Los portugueses habían visto que se aproximaba la escuadra y estaban preparados para recibir a sus enemigos; los cañones dirigidos hacia el mar eran de grueso calibre y estaban bien servidos. Los de las piraguas, aunque bien dirigidos por Felipe, eran pequeños y ocasionaron poco daño en la piedra dura y espesa del fuerte.
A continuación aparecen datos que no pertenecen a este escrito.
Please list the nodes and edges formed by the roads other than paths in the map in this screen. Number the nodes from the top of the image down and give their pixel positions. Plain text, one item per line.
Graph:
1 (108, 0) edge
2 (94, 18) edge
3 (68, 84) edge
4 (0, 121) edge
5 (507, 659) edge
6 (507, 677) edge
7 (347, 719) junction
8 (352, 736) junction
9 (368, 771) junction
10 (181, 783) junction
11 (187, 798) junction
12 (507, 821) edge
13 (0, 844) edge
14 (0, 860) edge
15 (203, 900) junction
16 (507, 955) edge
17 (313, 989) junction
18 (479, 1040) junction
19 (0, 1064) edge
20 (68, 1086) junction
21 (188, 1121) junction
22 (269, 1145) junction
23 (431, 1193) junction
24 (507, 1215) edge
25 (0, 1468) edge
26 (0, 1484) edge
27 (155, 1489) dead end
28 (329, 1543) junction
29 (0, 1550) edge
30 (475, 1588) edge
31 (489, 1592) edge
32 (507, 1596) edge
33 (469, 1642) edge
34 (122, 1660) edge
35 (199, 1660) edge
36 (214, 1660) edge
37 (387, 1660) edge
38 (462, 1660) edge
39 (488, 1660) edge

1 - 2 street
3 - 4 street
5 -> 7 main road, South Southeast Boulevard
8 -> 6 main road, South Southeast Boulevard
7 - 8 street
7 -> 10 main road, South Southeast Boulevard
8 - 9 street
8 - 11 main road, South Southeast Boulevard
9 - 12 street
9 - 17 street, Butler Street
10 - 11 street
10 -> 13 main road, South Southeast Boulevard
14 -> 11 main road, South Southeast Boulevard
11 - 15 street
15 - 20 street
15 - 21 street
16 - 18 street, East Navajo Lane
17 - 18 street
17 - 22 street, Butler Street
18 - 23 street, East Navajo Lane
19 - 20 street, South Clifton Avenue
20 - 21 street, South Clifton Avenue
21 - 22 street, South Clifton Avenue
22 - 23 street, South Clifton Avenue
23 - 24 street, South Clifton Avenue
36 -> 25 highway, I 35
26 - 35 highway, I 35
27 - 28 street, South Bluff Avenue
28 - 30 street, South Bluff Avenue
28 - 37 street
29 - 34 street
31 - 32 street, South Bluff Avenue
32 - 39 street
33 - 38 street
Después de un cañoneo de cuatro horas, durante las cuales la población de Ternate perdió un gran número de hombres, las piraguas, por consejo de Felipe y de Krantz, retiráronse a la mar y se reunieron con el resto de la escuadra, donde se celebró otro consejo de guerra. La fuerza que había rodeado el fuerte por la parte de tierra, no se había retirado con objeto de impedir todo auxilio de gente o de víveres y al mismo tiempo respirar contra los portugueses que osaran exponerse a sus tiros, circunstancia muy importante, puesto que se sabía que la guarnición era poco numerosa.
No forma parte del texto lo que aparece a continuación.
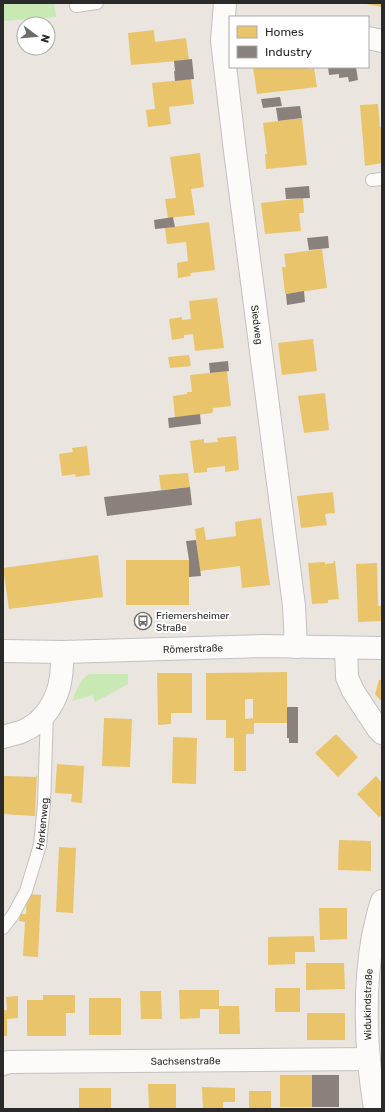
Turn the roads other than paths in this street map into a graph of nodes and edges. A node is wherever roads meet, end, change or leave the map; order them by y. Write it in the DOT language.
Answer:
graph roads {
  1 [pos="97,3"];
  2 [pos="76,6"];
  3 [pos="226,13"];
  4 [pos="369,38"];
  5 [pos="382,41"];
  6 [pos="296,647"];
  7 [pos="346,648"];
  8 [pos="382,648"];
  9 [pos="3,651"];
  10 [pos="63,652"];
  11 [pos="47,712"];
  12 [pos="382,733"];
  13 [pos="3,737"];
  14 [pos="382,901"];
  15 [pos="3,928"];
  16 [pos="369,1059"];
  17 [pos="3,1064"];
  18 [pos="375,1109"];
  1 -- 2 [label="lane"];
  3 -- 6 [label="street, Siedweg"];
  4 -- 5 [label="street"];
  6 -- 7 [label="street, Römerstraße"];
  6 -- 10 [label="street, Römerstraße"];
  7 -- 8 [label="street, Römerstraße"];
  7 -- 12 [label="street"];
  9 -- 10 [label="street, Römerstraße"];
  10 -- 11 [label="street, Herkenweg"];
  11 -- 13 [label="street, Herkenweg"];
  11 -- 15 [label="lane, Herkenweg"];
  14 -- 16 [label="street, Widukindstraße"];
  16 -- 17 [label="street, Sachsenstraße"];
  16 -- 18 [label="street, Widukindstraße"];
}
El fuerte no podía ser tomado con los cañones; por la parte del mar era inexpugnable; y, por consiguiente, sus esfuerzos debían dirigirse por la parte de tierra. Krantz, después de conferenciar con los jefes indígenas, aconsejóles que esperaran a que anocheciera para proceder al ataque. Cuando soplara la brisa de tierra, los hombres debían preparar grandes haces de palmitos secos y hojas de cocoteros y llevarlos junto a las empalizadas a barlovento dándoles fuego en seguida. De este modo destruirían las empalizadas y ganarían la entrada en la fortificación exterior, después de lo cual consultarían respecto a la manera de proceder en adelante. Este consejo era demasiado juicioso para no ser seguido y todos los que no tenían armas dedicáronse a formar haces de combustibles, no tardando en reunirse una gran cantidad de leña seca.
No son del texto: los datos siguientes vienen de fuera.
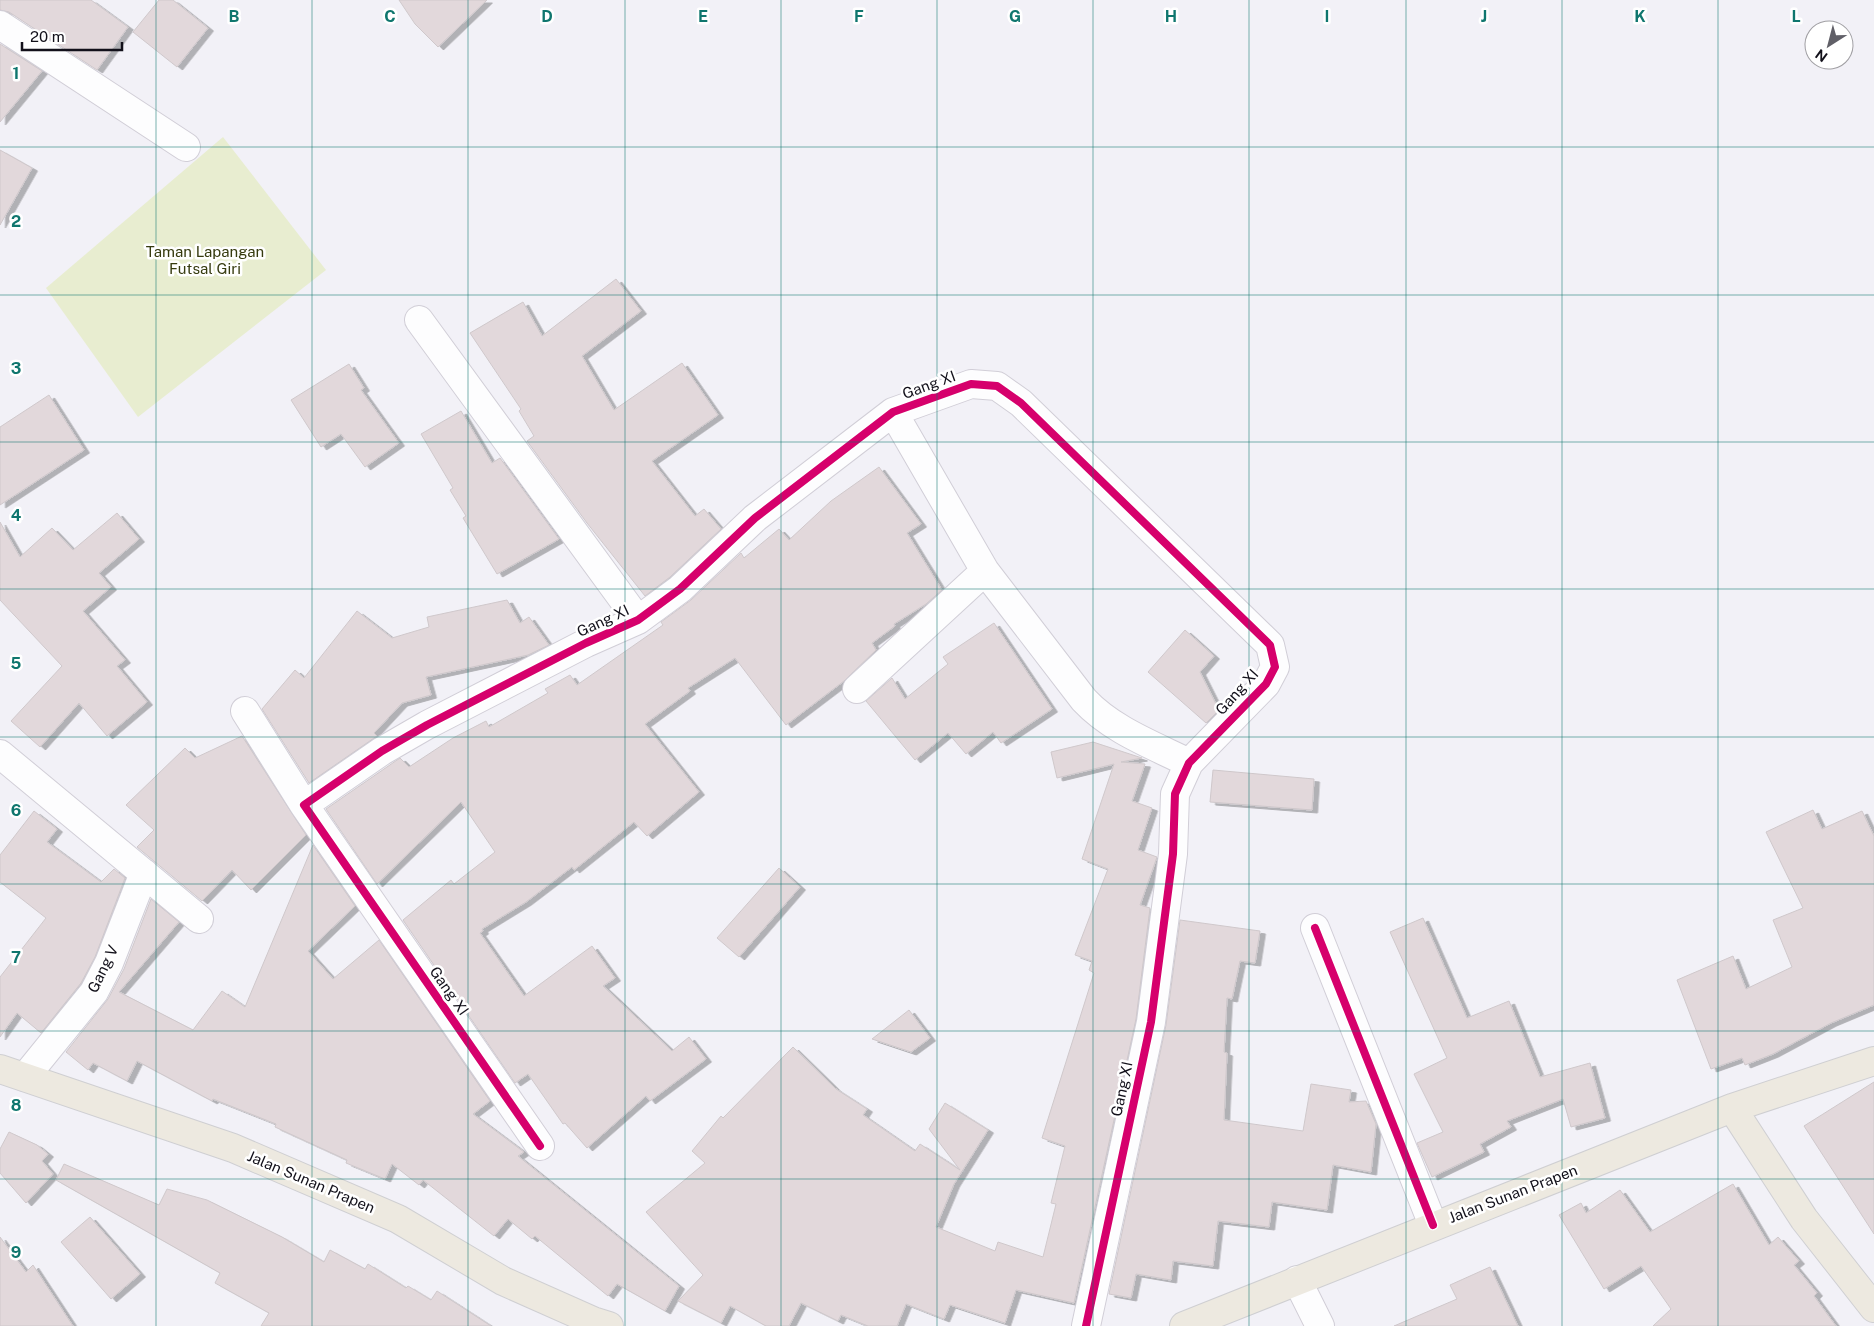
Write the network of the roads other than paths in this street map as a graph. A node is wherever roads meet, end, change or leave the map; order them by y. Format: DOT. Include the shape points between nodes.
graph roads {
  1 [pos="0,25"];
  2 [pos="186,147"];
  3 [pos="419,320"];
  4 [pos="893,412"];
  5 [pos="986,571"];
  6 [pos="638,620"];
  7 [pos="857,689"];
  8 [pos="245,711"];
  9 [pos="0,754"];
  10 [pos="1189,762"];
  11 [pos="304,805"];
  12 [pos="144,873"];
  13 [pos="199,919"];
  14 [pos="1315,928"];
  15 [pos="1874,1061"];
  16 [pos="13,1073"];
  17 [pos="1732,1108"];
  18 [pos="540,1146"];
  19 [pos="1433,1225"];
  20 [pos="1297,1280"];
  21 [pos="1874,1308"];
  22 [pos="597,1324"];
  23 [pos="1086,1326"];
  24 [pos="1184,1326"];
  25 [pos="1320,1326"];
  1 -- 2 [label="street"];
  3 -- 6 [label="street"];
  4 -- 5 [label="street"];
  4 -- 6 [label="street, Gang XI" via="754,518 680,589"];
  4 -- 10 [label="street, Gang XI" via="971,384 998,386 1022,403 1270,645 1275,667 1266,684"];
  5 -- 7 [label="street"];
  5 -- 10 [label="street" via="1097,714"];
  6 -- 11 [label="street, Gang XI" via="586,643 427,725 382,751"];
  8 -- 11 [label="street"];
  9 -- 12 [label="street"];
  10 -- 23 [label="street, Gang XI" via="1175,794 1173,854 1151,1022"];
  11 -- 18 [label="street, Gang XI"];
  12 -- 13 [label="street"];
  12 -- 16 [label="street, Gang V" via="94,992"];
  14 -- 19 [label="street"];
  15 -- 17 [label="main road, Jalan Sunan Prapen"];
  16 -- 22 [label="main road, Jalan Sunan Prapen" via="234,1148 398,1219 503,1281"];
  17 -- 19 [label="main road, Jalan Sunan Prapen"];
  17 -- 21 [label="main road" via="1804,1219"];
  19 -- 20 [label="main road, Jalan Sunan Prapen"];
  20 -- 24 [label="main road, Jalan Sunan Prapen"];
  20 -- 25 [label="street"];
}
Los de Ternate se despojaron de sus vestidos blancos, no conservaron más que sus fajas, sus cimitarras y crises y unas túnicas azules, y acercáronse en silencio a las empalizadas donde depositaron sus haces de leña ejecutando varias veces la misma maniobra. Conforme se aumentaba el parapeto de haces, la gente trabajaba con más valor hasta que quedaron completas las pilas, y les prendieron fuego por varias partes. Las llamas subieron, los cañones del fuerte resonaron, y muchos indígenas fueron víctimas de la metralla y de las granizadas de balas que los portugueses arrojaron. Sofocados éstos por el humo, viéronse obligados a abandonar los atrincheramientos para evitar la sofocación. Las empalizadas ardían y las llamas empezaron a atacar la factoría y sus casas. No había resistencia posible y los de Ternate, entrando por los huecos que iban dejando las empalizadas destruidas, dieron muerte con sus cimitarras y crises a cuantos no se habían refugiado en la ciudadela. Éstos eran principalmente criados indígenas a quienes el ataque había sorprendido y por cuya suerte se preocupaban poco los portugueses, que no hicieron caso de los gritos que lanzaban para que bajasen el puente levadizo y los metiesen en el fuerte. La factoría y todas las casas exteriores estaban ardiendo y las llamas iluminaban la isla con resplandores siniestros en el espacio de muchas millas. El humo se había desvanecido en parte y las defensas del fuerte quedaron visibles a la luz del incendio.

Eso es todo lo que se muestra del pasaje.